رَبَّنَا أَخْرِجْنَا مِنْهَا فَإِنْ عُدْنَا فَإِنَّا ظَالِمُونَ ﴿١٠٧﴾
107.Rabbenâ ahricnâ minhâ fe in udnâ fe innâ zâlimûn(zâlimûne).
Rabbimiz, bizi oradan (cehennemden) çıkar. Bundan sonra dönersek; o zaman biz, mutlaka zalimler oluruz.
قَالَ اخْسَؤُوا فِيهَا وَلَا تُكَلِّمُونِ ﴿١٠٨﴾
108.Kâlehseû fîhâ ve lâ tukellimûni.
Dedi ki: “Orada (cehennemde) kalın ve bana (bir şey) söylemeyin!”
إِنَّهُ كَانَ فَرِيقٌ مِّنْ عِبَادِي يَقُولُونَ رَبَّنَا آمَنَّا فَاغْفِرْ لَنَا وَارْحَمْنَا وَأَنتَ خَيْرُ الرَّاحِمِينَ ﴿١٠٩﴾
109.İnnehu kâne ferîkun min ibâdî yekûlûne rabbenâ âmennâ fagfir lenâ verhamnâ ve ente hayrur râhımîn(râhımîne).

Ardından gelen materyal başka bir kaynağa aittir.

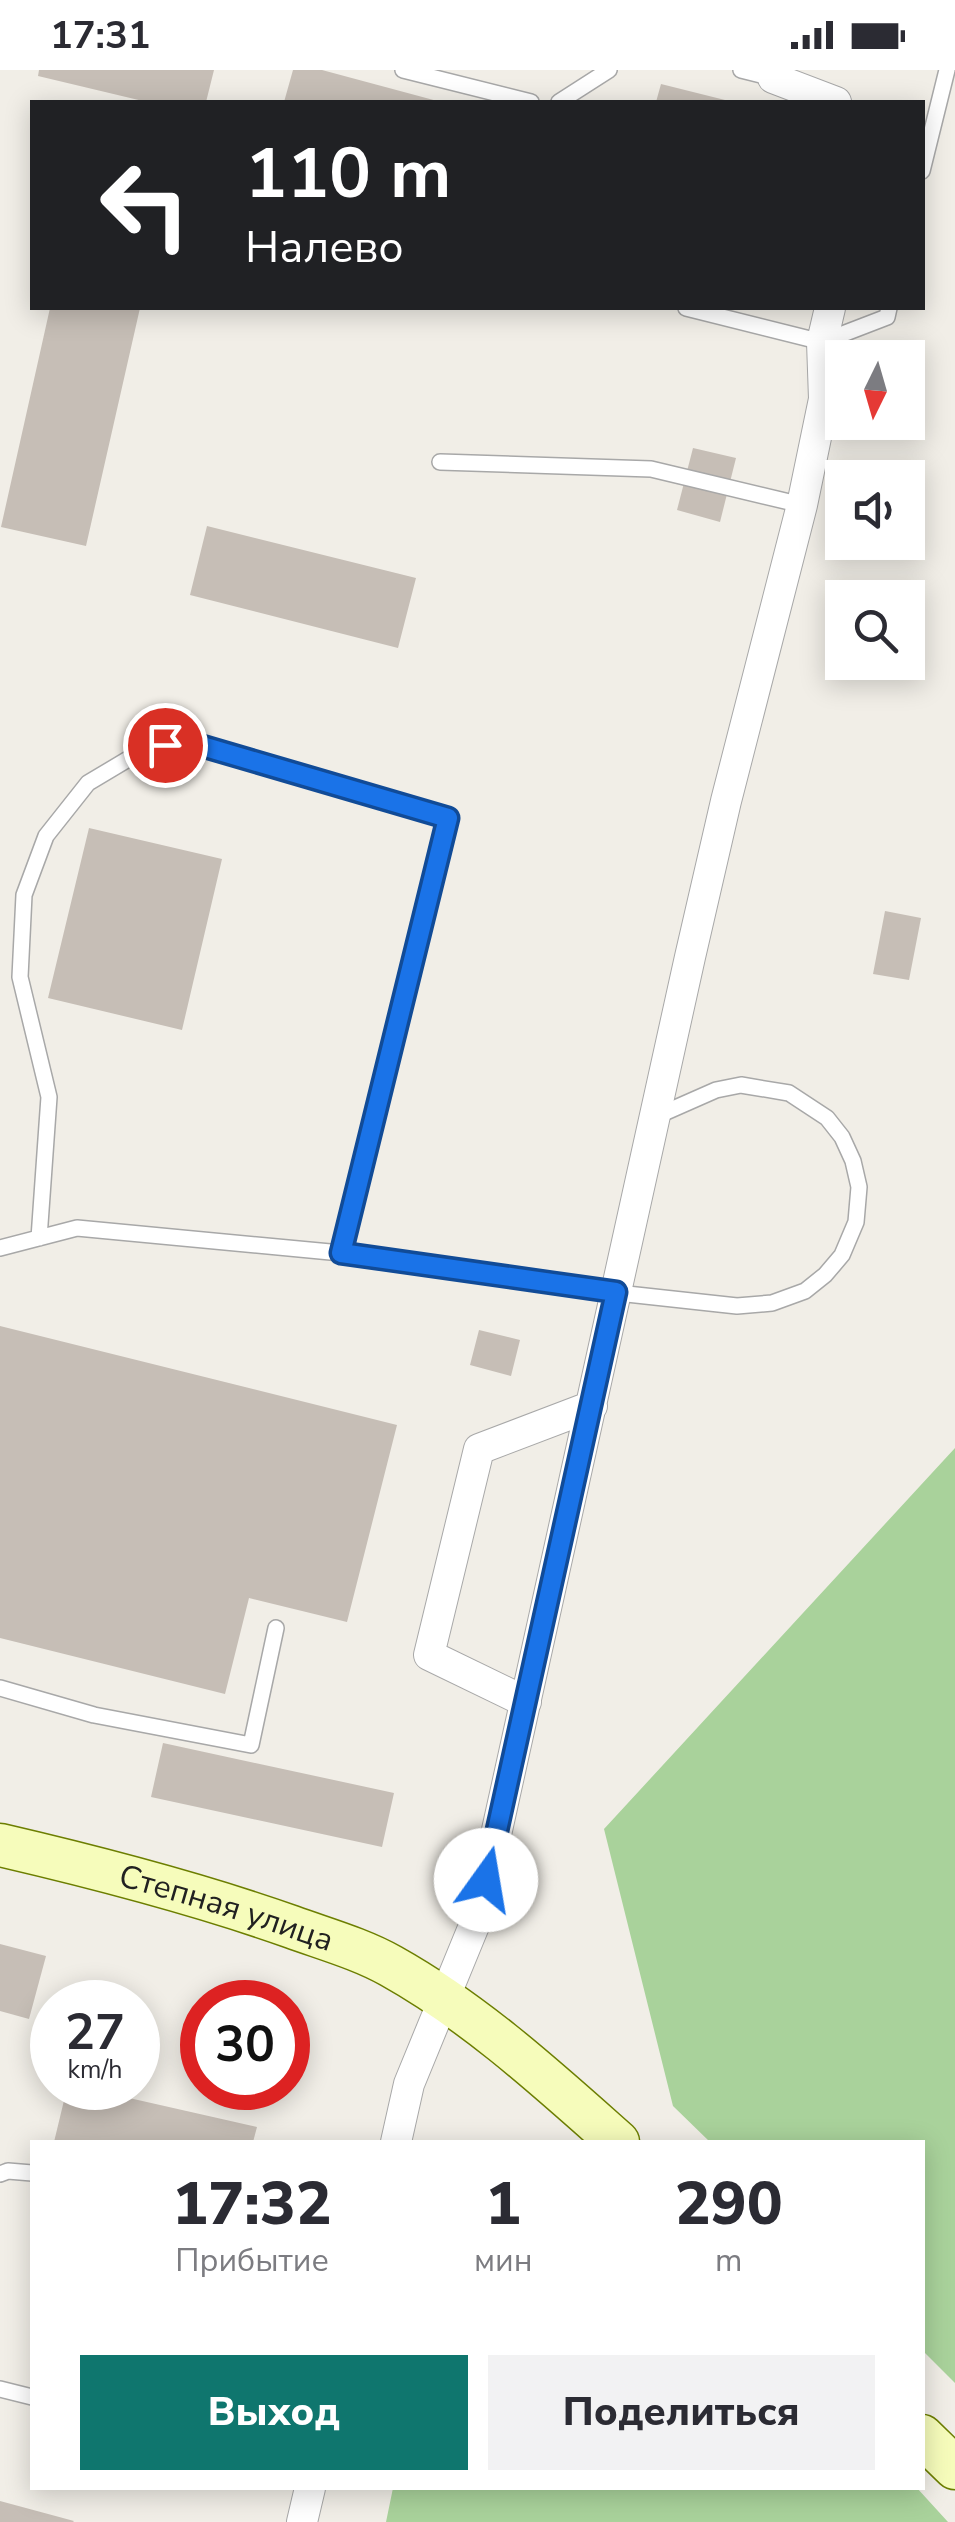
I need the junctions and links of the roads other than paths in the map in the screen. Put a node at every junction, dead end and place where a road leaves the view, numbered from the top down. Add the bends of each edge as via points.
1 (403, 70) edge
2 (609, 70) edge
3 (741, 70) edge
4 (947, 70) edge
5 (773, 78) joint
6 (523, 100) edge
7 (561, 100) edge
8 (831, 100) edge
9 (925, 159) edge
10 (694, 310) edge
11 (830, 310) edge
12 (889, 310) edge
13 (822, 342) junction
14 (440, 462) dead end
15 (802, 505) junction
16 (657, 1116) junction
17 (39, 1238) junction
18 (0, 1248) edge
19 (341, 1253) junction
20 (616, 1292) junction
21 (592, 1406) junction
22 (276, 1628) dead end
23 (3, 1693) edge
24 (526, 1702) junction
25 (0, 1845) edge
26 (444, 1997) junction
27 (396, 2140) edge
28 (616, 2140) edge
29 (30, 2173) edge
30 (0, 2174) edge
31 (0, 2389) edge
32 (30, 2396) edge
33 (925, 2439) edge
34 (955, 2468) edge
35 (310, 2490) edge
36 (302, 2522) edge

1 - 6 lane
2 - 7 lane
3 - 5 lane
4 - 9 lane
5 - 8 street
10 - 13 lane
11 - 13 street
12 - 13 lane via 887,317
13 - 15 street via 824,400
14 - 15 lane via 651,469
15 - 16 street via 726,801
16 - 20 street
16 - 20 lane via 741,1086 768,1087 808,1102 842,1137 853,1161 856,1222 825,1275 772,1303 737,1306
17 - 18 lane
17 - 19 lane via 77,1228
17 - 19 lane via 49,1097 20,977 24,895 46,836 88,783 145,748 185,741 448,818
19 - 20 lane
20 - 21 street
21 - 24 street
21 - 24 street via 478,1449 429,1655
22 - 23 lane via 251,1745
24 - 26 street via 478,1916
25 - 26 street, Степная улица via 229,1905 386,1963
26 - 27 street via 409,2084
26 - 28 street, Степная улица
29 - 30 lane
31 - 32 lane
33 - 34 street
35 - 36 street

Muhakkak ki kullarımdan bir grup şöyle der: “Rabbimiz, biz âmenû olduk (ölmeden önce Sana ulaşmayı diledik). Artık bize mağfiret et ve bize rahmet et (Rahîm esma’n ile tecelli et). Ve Sen, Rahîm olanların en hayırlısısın.”